The Complete Story of ANOVA

  1. Is F significant?
  2. How large is η²?
  3. Which groups differ (post hoc)?
  • Each of these questions addresses unique aspects of the research inquiry.

Interpreting F and p Values

  • An example interpretation might include:
    • F(2, 27) = 4.63, p = .019 indicates you reject the null hypothesis.
    • This suggests that at least one group mean differs significantly from the others.

Interpreting η² and Post Hoc Results

  • If η² = .25, it indicates a large effect size.
  • Post hoc comparisons might reveal Group A > Group C, with significance at p = .01. This illustrates both the significance and the strength of the effect.

SPSS Output - ANOVA Results for Satisfaction

  • Sum of Squares Summary: This includes:
    • Between Groups: 1187.373 (df = 4, Mean Square = 296.843)
    • Within Groups: 9596.565 (Error df = 141, Mean Square = 68.061)
    • Total: 10783.937 (Total df = 145)
  • ANOVA results yield significant findings (p = .002) suggesting differences among groups.

ANOVA Effect Sizes in SPSS Output

  • Estimated effect sizes reported include:
    • Eta-squared: Point estimate = .110 (95% CI [0.017, 0.192])
    • Epsilon-squared: Point estimate = .085 (95% CI [-0.011, 0.169])
    • Omega-squared (Fixed effect): Point estimate = .084, Omega-squared (Random effect) = .023.

Tukey HSD - Multiple Comparisons for Satisfaction

  • Example outputs show mean differences, confidence intervals, and significance between different types of industries:
    • For Academic vs Community: Mean Difference = 0.93041, not statistically significant (p = 0.993).
    • For Nonprofit comparison, a significant result is found (p < .001).

Repeated Measures ANOVA

  • Definition: Involves measuring the same participants across multiple conditions (e.g., pretest, posttest, follow-ups).
  • Advantages: It controls for individual differences by using the same individuals under different conditions.
  • This approach extends the capabilities of the paired t-test beyond just two timepoints.

Factorial ANOVA

  • Incorporates multiple factors (e.g., Gender × Training interaction).
  • Tests not only for main effects of each factor but also interactions between factors.

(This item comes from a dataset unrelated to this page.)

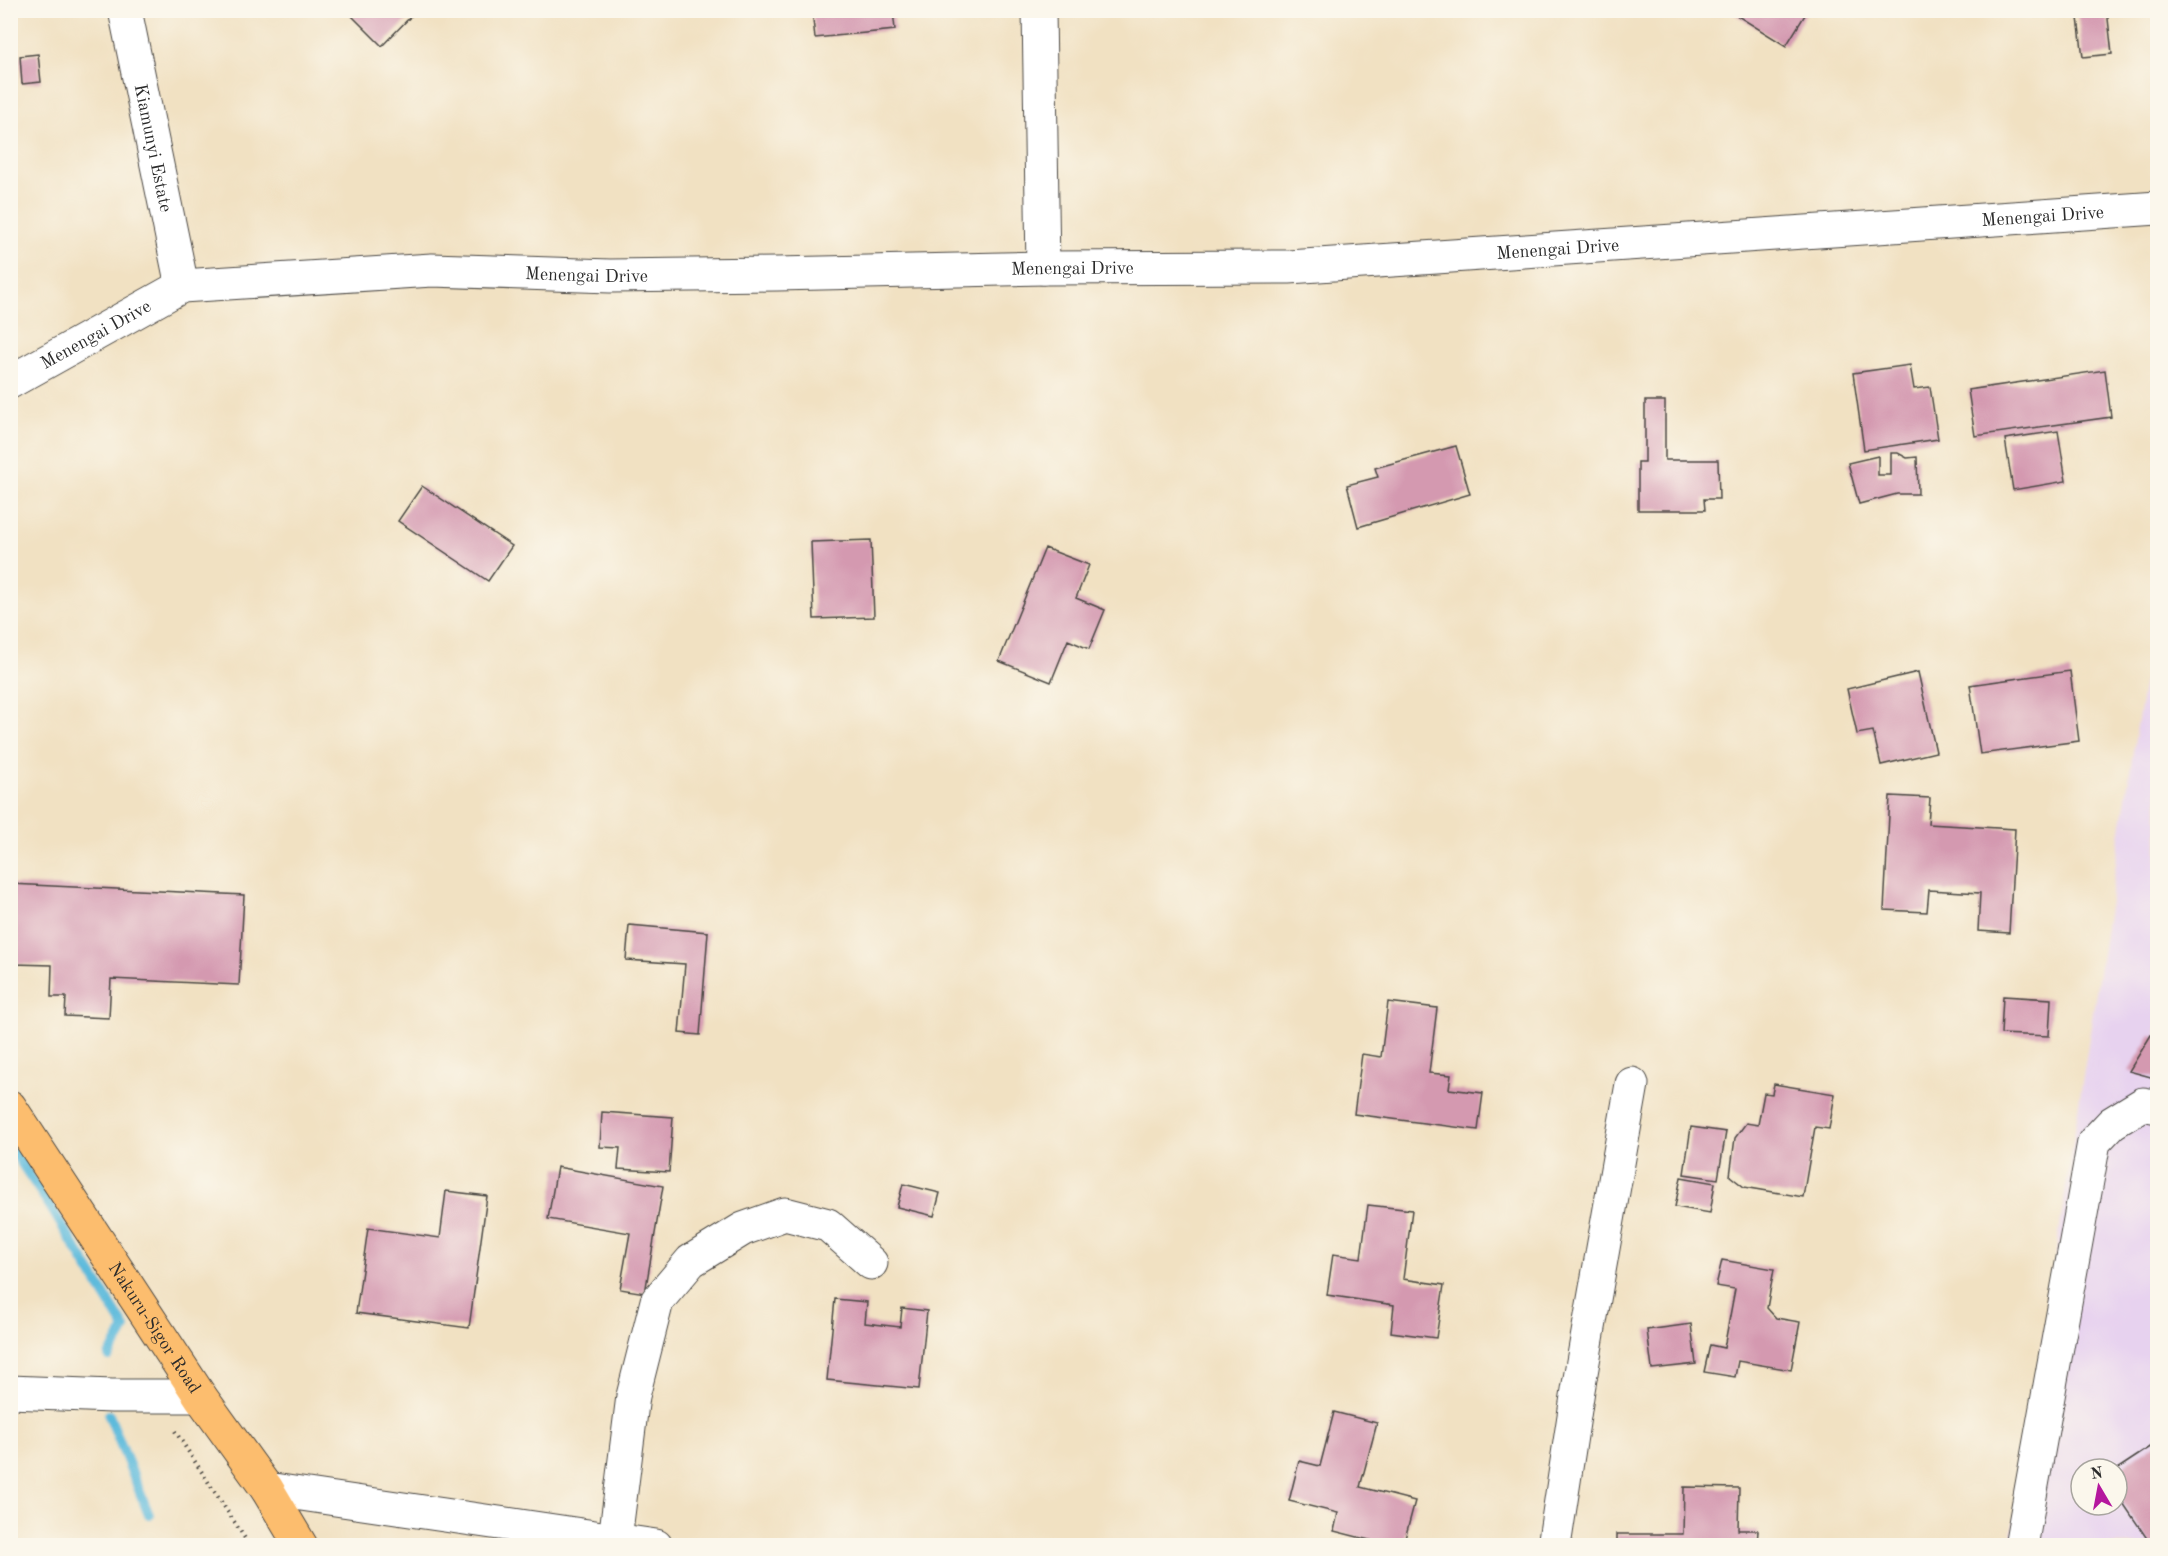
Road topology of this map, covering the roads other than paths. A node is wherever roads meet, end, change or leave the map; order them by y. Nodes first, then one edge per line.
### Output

2-Way ANOVA Main Effects Analysis

  • For example, if evaluating performance based on gender and training:
    • Males with training = 82, males without training = 75.
    • Females with training = 90, females without training = 85.
  • Investigation required into whether there is a significant main effect for Gender, Training, or possible interaction where training affects men and women differently.

SPSS Output - Tests of Between-Subjects Effects

  • Output summary includes:
    • Corrected Model: 1541.813 (df = 3, Mean Square = 513.938, p < .001)
    • Gender: Significant (p < .001)
    • Training: Significant (p < .001)
    • Gender × Training Interaction: Significant (p < .001)
    • Overall R squared = 0.777 (Adjusted R Squared = 0.759).

Estimated Marginal Means of Performance in SPSS Output

  • The SPSS output visually presents performance data by gender under training and no training conditions, enabling easy comparison and evaluation using error bars for 95% confidence intervals.